Saylor Holds Tight at MicroStrategy

By Bob Starzynski
Staff Writer

Four million shares of MicroStrategy Inc.'s stock may have flooded the public market last week in a high-flying initial public offering, but control of the company remains closely steered by its founder and chief executive, Michael Saylor.


Michael Saylor
On June 11, MicroStrategy of Vienna, Va., sold 12 percent of the company on the Nasdaq National Market for $48 million through underwriters Merrill Lynch, Hambrecht & Quist and Friedman, Billings, Ramsey & Co. On June 15, the stock closed at $20.50, making that 12 percent stake worth $82 million.

While the new stockholders may be elated with their quick return on investment with MicroStrategy, a maker of data manipulation software, they are getting very little voting power in the nine-year-old company. Each of the shares sold to the public are part of the company's Class A stock and receive one vote per share.

But the shares still held by company insiders, the Class B stock, wield 10 votes each. That means MicroStrategy employees still control 99 percent of the company's voting power.

"It is somewhat unusual" for an company to give up that little amount of control in the public market, said Ken Fleming, an IPO analyst with Renaissance Capital in Greenwich, Conn. "Typically, companies let the public have 25 to 50 percent of the voting stake."

But Saylor, 33, is not interested in relinquishing any of his grip on the company.

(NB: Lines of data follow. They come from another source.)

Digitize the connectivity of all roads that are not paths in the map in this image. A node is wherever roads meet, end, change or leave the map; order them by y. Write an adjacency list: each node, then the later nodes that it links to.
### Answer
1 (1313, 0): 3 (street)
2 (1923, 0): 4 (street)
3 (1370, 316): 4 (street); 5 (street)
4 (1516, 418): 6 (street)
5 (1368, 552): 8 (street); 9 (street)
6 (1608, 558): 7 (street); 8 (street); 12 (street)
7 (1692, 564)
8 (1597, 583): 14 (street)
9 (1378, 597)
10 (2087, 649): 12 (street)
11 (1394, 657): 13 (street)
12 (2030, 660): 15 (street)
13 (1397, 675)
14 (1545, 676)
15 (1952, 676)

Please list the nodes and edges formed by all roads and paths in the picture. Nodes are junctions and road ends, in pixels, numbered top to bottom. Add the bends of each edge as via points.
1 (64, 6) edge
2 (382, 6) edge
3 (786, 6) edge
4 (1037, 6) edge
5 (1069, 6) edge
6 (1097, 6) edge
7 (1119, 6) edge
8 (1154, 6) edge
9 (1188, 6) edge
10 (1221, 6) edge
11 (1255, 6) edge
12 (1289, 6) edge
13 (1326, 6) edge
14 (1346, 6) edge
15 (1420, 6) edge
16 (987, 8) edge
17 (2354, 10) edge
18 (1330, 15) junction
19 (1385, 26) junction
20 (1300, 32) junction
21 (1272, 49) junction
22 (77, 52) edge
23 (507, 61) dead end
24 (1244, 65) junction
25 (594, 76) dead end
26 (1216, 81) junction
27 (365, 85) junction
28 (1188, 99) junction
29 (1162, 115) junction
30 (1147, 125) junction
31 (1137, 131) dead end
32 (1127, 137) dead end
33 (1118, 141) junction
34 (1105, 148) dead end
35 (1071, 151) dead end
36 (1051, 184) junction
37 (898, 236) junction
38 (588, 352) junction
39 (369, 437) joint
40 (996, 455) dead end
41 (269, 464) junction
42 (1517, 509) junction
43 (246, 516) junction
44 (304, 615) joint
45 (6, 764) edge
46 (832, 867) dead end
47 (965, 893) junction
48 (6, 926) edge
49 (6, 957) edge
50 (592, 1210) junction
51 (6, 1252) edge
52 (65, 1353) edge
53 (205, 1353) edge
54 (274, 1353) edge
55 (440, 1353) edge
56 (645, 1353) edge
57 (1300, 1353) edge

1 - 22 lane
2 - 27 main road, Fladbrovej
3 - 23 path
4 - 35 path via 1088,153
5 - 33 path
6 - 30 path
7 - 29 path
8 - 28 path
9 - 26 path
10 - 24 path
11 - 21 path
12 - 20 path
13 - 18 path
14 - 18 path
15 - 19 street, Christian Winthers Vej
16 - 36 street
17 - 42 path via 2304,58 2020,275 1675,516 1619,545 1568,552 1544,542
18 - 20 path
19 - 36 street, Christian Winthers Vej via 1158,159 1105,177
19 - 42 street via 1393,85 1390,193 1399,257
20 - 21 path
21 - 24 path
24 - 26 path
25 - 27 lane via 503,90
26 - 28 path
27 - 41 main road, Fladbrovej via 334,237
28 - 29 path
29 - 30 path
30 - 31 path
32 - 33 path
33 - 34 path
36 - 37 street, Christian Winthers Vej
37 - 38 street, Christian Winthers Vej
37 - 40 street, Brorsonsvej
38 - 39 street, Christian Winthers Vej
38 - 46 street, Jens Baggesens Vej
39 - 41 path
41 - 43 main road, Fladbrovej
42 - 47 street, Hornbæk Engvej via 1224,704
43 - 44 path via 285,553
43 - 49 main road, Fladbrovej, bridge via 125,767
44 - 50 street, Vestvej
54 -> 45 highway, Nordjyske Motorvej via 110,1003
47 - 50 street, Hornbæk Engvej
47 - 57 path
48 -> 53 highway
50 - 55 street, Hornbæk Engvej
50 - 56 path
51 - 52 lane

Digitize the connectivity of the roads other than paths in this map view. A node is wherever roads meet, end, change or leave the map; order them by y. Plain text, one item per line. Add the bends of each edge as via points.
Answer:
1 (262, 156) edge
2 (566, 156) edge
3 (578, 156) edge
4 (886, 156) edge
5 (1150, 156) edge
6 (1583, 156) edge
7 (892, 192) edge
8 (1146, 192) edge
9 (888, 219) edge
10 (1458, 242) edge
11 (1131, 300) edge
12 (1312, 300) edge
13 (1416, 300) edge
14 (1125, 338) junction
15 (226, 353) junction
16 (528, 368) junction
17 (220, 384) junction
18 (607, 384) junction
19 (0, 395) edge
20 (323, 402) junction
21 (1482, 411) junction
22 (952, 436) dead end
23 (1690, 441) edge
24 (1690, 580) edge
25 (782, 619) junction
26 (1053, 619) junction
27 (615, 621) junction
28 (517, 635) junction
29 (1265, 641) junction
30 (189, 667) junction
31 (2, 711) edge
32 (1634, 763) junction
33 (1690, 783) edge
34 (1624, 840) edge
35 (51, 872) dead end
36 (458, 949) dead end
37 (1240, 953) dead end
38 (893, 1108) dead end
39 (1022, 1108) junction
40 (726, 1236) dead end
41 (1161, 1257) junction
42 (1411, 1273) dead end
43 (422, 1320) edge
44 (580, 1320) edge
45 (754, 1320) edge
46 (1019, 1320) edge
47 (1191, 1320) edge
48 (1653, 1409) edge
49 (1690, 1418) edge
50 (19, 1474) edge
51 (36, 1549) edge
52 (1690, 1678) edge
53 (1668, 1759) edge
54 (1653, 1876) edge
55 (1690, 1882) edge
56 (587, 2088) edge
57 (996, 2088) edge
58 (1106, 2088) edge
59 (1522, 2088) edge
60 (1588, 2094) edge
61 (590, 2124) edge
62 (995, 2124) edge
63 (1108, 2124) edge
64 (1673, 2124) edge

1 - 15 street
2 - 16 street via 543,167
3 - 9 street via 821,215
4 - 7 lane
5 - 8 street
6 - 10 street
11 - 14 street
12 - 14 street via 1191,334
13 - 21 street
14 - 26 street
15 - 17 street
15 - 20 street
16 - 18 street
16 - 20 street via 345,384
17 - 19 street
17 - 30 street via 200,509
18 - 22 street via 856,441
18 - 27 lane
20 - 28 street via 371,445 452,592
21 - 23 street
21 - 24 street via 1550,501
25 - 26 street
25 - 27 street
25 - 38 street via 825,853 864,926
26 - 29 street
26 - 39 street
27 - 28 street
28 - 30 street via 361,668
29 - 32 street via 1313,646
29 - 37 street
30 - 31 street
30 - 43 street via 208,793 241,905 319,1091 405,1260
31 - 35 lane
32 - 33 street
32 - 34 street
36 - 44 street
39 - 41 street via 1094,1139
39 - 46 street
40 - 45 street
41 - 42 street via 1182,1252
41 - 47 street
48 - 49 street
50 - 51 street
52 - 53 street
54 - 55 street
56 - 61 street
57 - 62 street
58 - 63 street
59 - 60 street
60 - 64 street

The founder, considered by many to be one of the information technology industry's leading young visionaries, sold none of his shares in the IPO. He still owns 22.6 million shares of the Class B stock, giving him 73 percent of the company's voting power and 65 percent of the company's net worth. At the June 11 close, his stake was worth $463 million.

"Considering the market in the past week, MicroStrategy has fared quite well," Fleming said.

Saylor, who could not speak of the offering because of the company's IPO "quiet period," has long preached his business beliefs both inside and outside MicroStrategy. He has avoided venture capital investment in his company, claiming venture capitalists want too much control of companies without paying top dollar for that control.

He values employee dedication so strongly that he pays to take all of his employees - 676 as of March 31 - on a cruise each year, trying to build morale and bonds among his workers.

But foremost, Saylor preaches about his company's forte, decision support software. His vision, called "query tone," is to give people the ability to ask any question, anywhere and at any time.

Like the dial tone in telecommunications, he believes query tone will one day be ubiquitous. If a person with failing health wants to find the world's top heart surgeons, rated by surgical success rates and pioneering research efforts, all he or she would have to do is go to the Internet and find the answer with query tone, Saylor envisions.

The company has already landed numerous, powerful customers, including A.C. Nielsen, Bank of America, General Motors and MCI Communications.

MicroStrategy is not alone in its pursuits, however. Competitors in the data market range from smaller companies, like Information Advantage Inc. and Arbor Software Corp., Sunnyvale, Calif., to big players, like Oracle Corp., Redwood Shores, Calif. According to MicroStrategy's prospectus, filed June 11 with the Securities and Exchange Commission, Microsoft Corp., Redmond, Wash., also has indicated it may introduce certain products this year that would overlap with those offered by MicroStrategy.

Still, Saylor's company is in the decision-support segment of the data warehousing industry, which is estimated by Forrester Research of Boston to grow from $1.1 billion last year to $3.6 billion in 2001. The company has kept pace to date, more than doubling revenue each of the past three years, to $54 million last year.

Such growth is not without its costs, however. MicroStrategy has either lost money or made only several thousand dollars every year since 1994. Because of the internal growth the company has faced in recent years, it has built a working deficit of almost $16 million.

Proceeds from the initial public offering will be used in part to smooth out such growing pains, according to the prospectus. Most of the money will be used for working capital, growth of marketing and sales efforts and the repayment of a $13.6 million business loan.